The only breaking change from previous version/implementation is the unfeasibility of providing negative indices in groups.

cc: @koaning @MarcoGorelli

MarcoGorelli commented 6 months ago

Wow, amazing!

The only breaking change from previous version/implementation is the unfeasibility of providing negative indices in groups.
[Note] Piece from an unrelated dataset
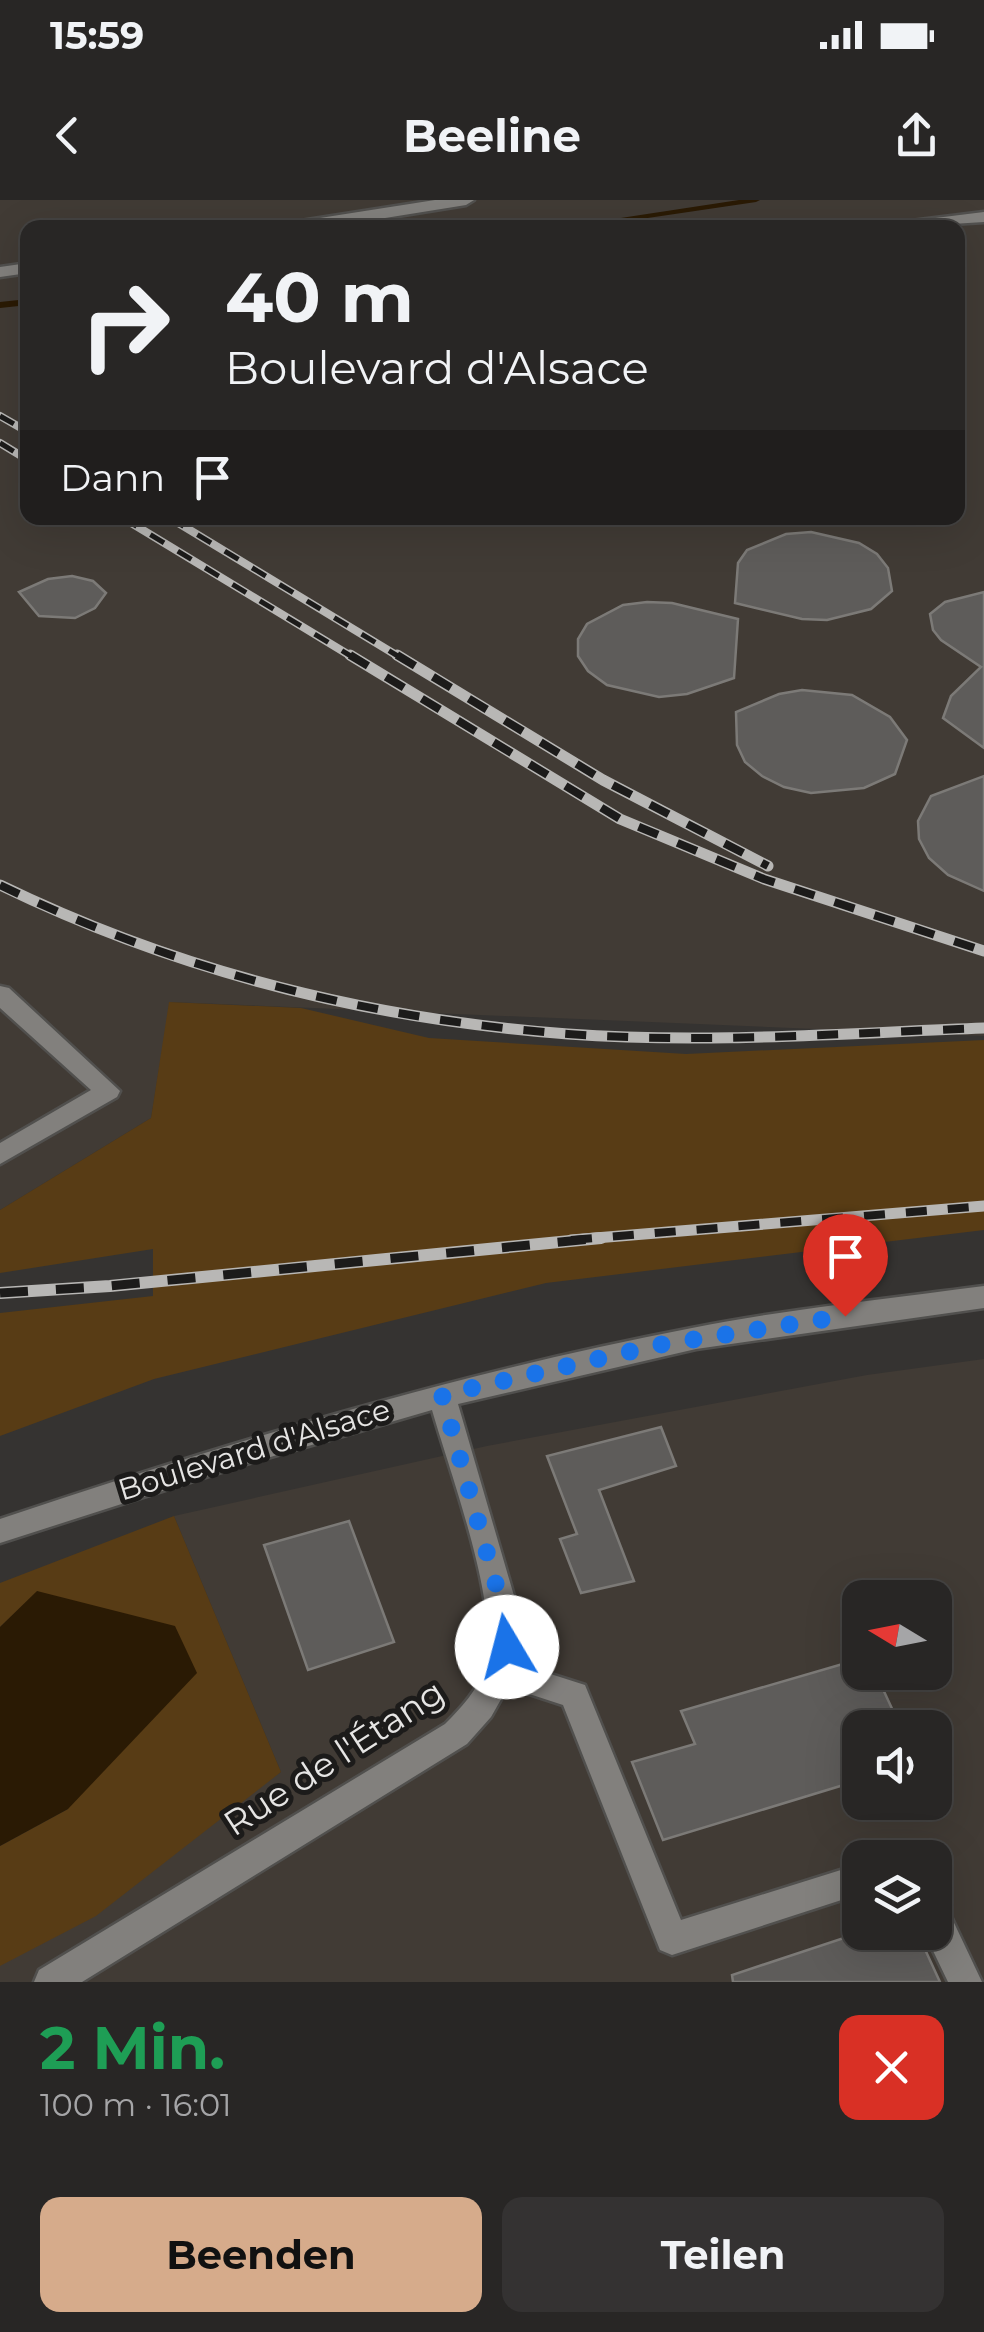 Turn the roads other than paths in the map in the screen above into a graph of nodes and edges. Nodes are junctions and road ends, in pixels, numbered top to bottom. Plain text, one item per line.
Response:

This is only when starting from non-dataframe input (e.g. numpy) right? If so, then would a patch like

diff --git a/sklego/meta/_grouped_utils.py b/sklego/meta/_grouped_utils.py
index 97180ab..e744f5a 100644
--- a/sklego/meta/_grouped_utils.py
+++ b/sklego/meta/_grouped_utils.py
@@ -20,7 +20,6 @@ def parse_X_y(X, y, groups, check_X=True, **kwargs) -> nw.DataFrame:
     _data_format_checks(X)

     # Convert X to Narwhals frame
-    X = nw.from_native(X, strict=False, eager_only=True)
     if not isinstance(X, nw.DataFrame):
         X = nw.from_native(pd.DataFrame(X))
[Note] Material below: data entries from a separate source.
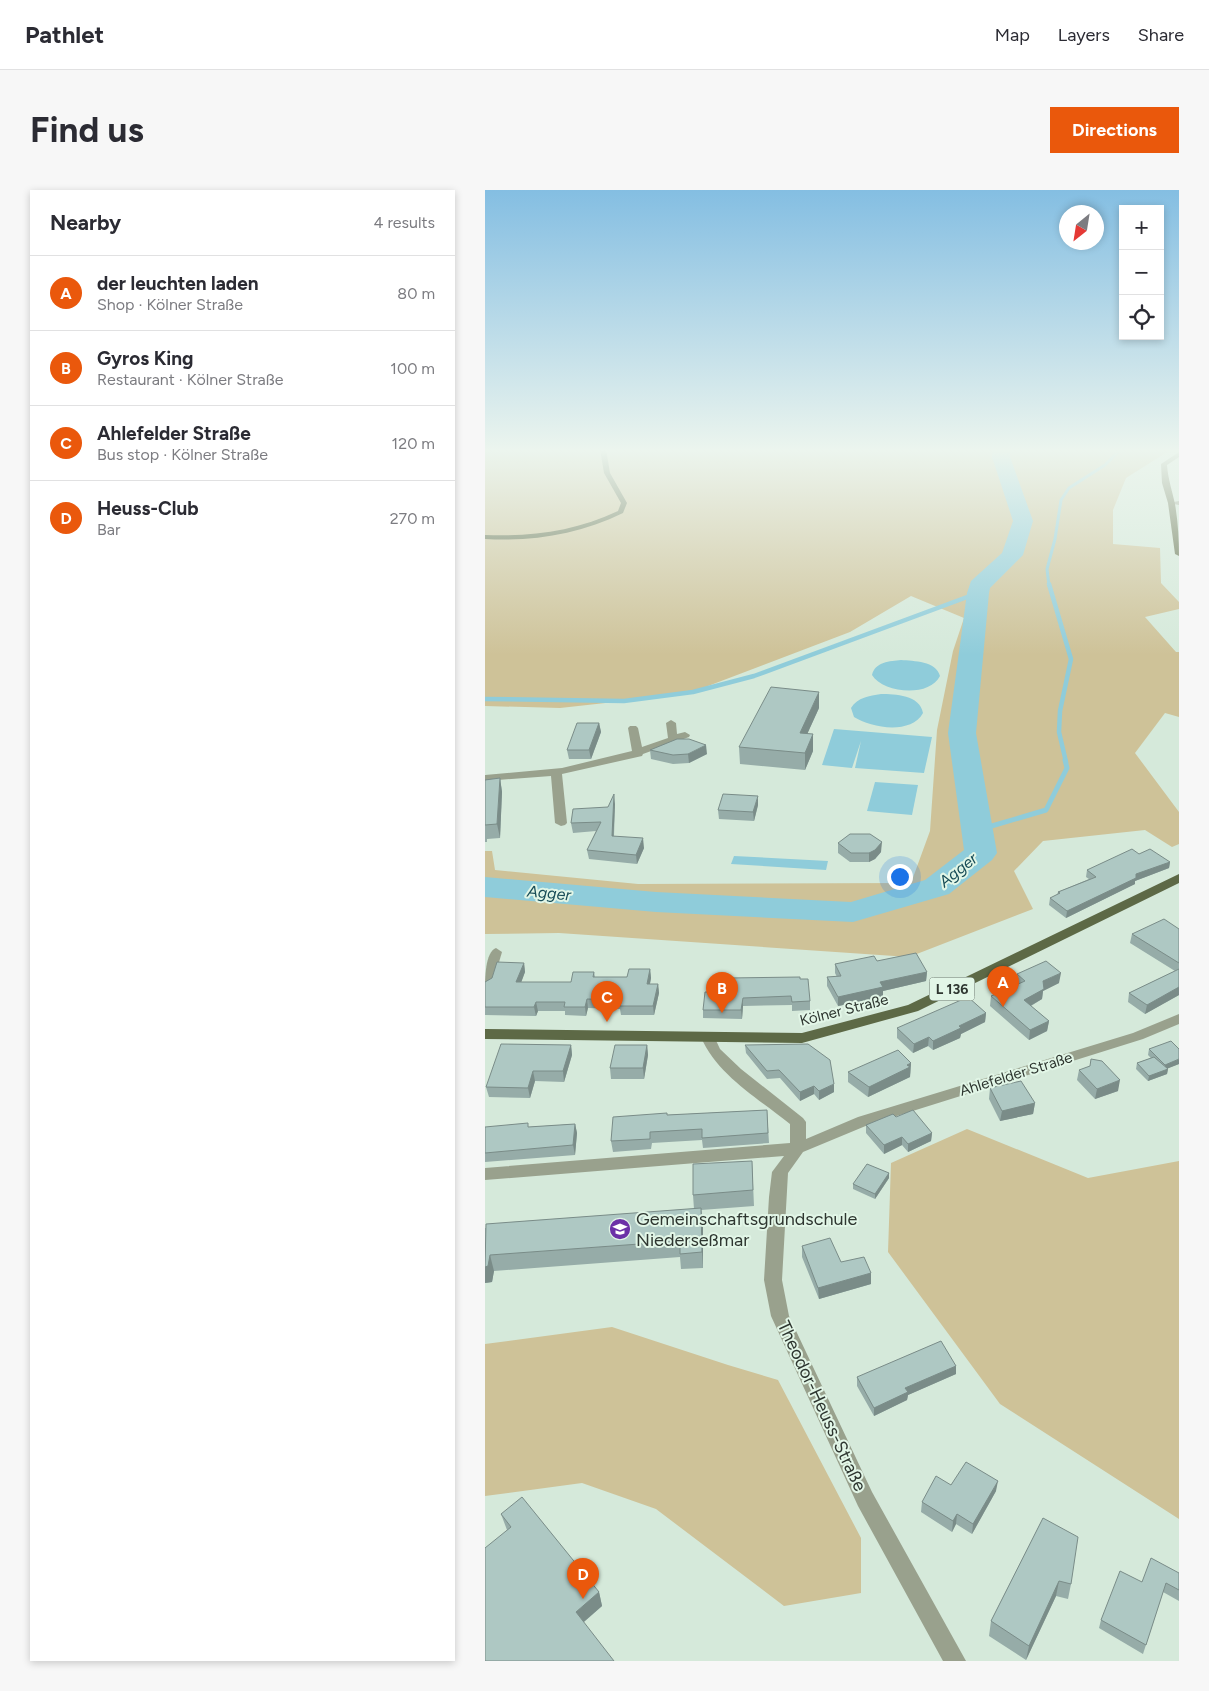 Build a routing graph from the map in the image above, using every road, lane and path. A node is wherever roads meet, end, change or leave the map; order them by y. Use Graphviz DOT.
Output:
graph roads {
  1 [pos="611,518"];
  2 [pos="1176,518"];
  3 [pos="485,537"];
  4 [pos="1179,554"];
  5 [pos="671,723"];
  6 [pos="633,728"];
  7 [pos="685,735"];
  8 [pos="673,740"];
  9 [pos="638,754"];
  10 [pos="556,772"];
  11 [pos="485,778"];
  12 [pos="561,823"];
  13 [pos="1179,878"];
  14 [pos="496,952"];
  15 [pos="485,986"];
  16 [pos="1179,1019"];
  17 [pos="485,1034"];
  18 [pos="708,1037"];
  19 [pos="798,1148"];
  20 [pos="485,1174"];
  21 [pos="955,1661"];
  1 -- 3 [label="main road"];
  2 -- 4 [label="main road"];
  5 -- 8 [label="street"];
  6 -- 9 [label="street"];
  7 -- 8 [label="street"];
  8 -- 9 [label="street"];
  9 -- 10 [label="street"];
  10 -- 11 [label="street"];
  10 -- 12 [label="street"];
  13 -- 18 [label="main road, Kölner Straße / L 136"];
  14 -- 15 [label="street"];
  16 -- 19 [label="street, Ahlefelder Straße"];
  17 -- 18 [label="main road, Kölner Straße / L 136"];
  18 -- 19 [label="street"];
  19 -- 20 [label="street"];
  19 -- 21 [label="street, Theodor-Heuss-Straße"];
}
diff --git a/sklego/meta/grouped_transformer.py b/sklego/meta/grouped_transformer.py
index 9f6b0d9..9c2eac3 100644
--- a/sklego/meta/grouped_transformer.py
+++ b/sklego/meta/grouped_transformer.py
@@ -109,6 +109,9 @@ class GroupedTransformer(BaseEstimator, TransformerMixin):
         self.fallback_ = None
         self.groups_ = as_list(self.groups) if self.groups is not None else None

+        X = nw.from_native(X, strict=False, eager_only=True)
+        if not isinstance(X, nw.DataFrame) and self.groups_ is not None:
+            self.groups_ = [X.shape[1]+group if isinstance(group, int) and group<0 else group for group in self.groups_]
         frame = parse_X_y(X, y, self.groups_, check_X=self.check_X, **self._check_kwargs)

         if self.groups is None:
@@ -181,6 +184,7 @@ class GroupedTransformer(BaseEstimator, TransformerMixin):
         """
         check_is_fitted(self, ["fallback_", "transformers_"])

+        X = nw.from_native(X, strict=False, eager_only=True)
         frame = parse_X_y(X, y=None, groups=self.groups_, check_X=self.check_X, **self._check_kwargs).drop(
             "__sklego_target__"
         )
diff --git a/tests/test_meta/test_grouped_transformer.py b/tests/test_meta/test_grouped_transformer.py
index b9aae2c..18b28d5 100644
--- a/tests/test_meta/test_grouped_transformer.py
+++ b/tests/test_meta/test_grouped_transformer.py
@@ -291,7 +291,7 @@ def test_array_with_multiple_string_cols(penguins):
     X = penguins

     # BROKEN: Failing due to negative indexing... kind of an edge case
-    meta = GroupedTransformer(StandardScaler(), groups=[0, X.shape[1] - 1])
+    meta = GroupedTransformer(StandardScaler(), groups=[0, -1])

     transformed = meta.fit_transform(X)

allow you to preserve current behaviour?

FBruzzesi commented 6 months ago

That's a nice trick! Thanks Marco! Pushing it now

FBruzzesi commented 6 months ago

This should be ready for review. Once we merge into narwhals-development then I would say that we covered large majority of #658 and it would be time for a (quite large) release. @koaning WDYT?